** Task objective **
Identify every line in the records below that contains the word "path", and copy each of those lines.

** Dataset excerpts **
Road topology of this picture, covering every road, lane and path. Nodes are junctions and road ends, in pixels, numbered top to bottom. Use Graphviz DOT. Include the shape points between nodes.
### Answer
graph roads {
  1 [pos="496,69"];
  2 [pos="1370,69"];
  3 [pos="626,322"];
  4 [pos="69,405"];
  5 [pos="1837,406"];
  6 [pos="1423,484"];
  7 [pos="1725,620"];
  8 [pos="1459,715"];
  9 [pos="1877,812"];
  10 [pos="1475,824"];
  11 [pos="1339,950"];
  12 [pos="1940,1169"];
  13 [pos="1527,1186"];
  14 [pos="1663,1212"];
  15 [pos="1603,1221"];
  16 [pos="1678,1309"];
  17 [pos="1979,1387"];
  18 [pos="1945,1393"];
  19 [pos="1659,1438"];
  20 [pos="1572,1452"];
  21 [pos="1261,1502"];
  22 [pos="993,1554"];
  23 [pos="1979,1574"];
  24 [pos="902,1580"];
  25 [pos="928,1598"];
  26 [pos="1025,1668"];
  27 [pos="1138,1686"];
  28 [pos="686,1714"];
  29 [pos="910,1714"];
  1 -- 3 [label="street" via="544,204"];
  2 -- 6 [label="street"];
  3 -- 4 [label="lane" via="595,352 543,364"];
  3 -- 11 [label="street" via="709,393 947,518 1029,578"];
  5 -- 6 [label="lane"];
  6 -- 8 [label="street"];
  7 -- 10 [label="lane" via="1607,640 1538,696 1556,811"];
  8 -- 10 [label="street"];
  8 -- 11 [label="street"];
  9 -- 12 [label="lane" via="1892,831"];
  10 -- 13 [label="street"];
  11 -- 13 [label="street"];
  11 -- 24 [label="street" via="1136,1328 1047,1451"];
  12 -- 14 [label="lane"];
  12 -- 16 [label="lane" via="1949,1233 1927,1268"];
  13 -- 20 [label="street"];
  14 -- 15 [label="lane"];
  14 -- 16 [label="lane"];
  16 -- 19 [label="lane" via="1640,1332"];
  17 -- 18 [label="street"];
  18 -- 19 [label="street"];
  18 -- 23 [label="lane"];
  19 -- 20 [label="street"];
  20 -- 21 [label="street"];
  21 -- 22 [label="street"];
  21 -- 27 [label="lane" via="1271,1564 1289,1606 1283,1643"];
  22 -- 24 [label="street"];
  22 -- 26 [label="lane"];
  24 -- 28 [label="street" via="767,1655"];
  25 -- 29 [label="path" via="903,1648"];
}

** The completed task **
Road topology of this picture, covering every road, lane and path. Nodes are junctions and road ends, in pixels, numbered top to bottom. Use Graphviz DOT. Include the shape points between nodes.
  25 -- 29 [label="path" via="903,1648"];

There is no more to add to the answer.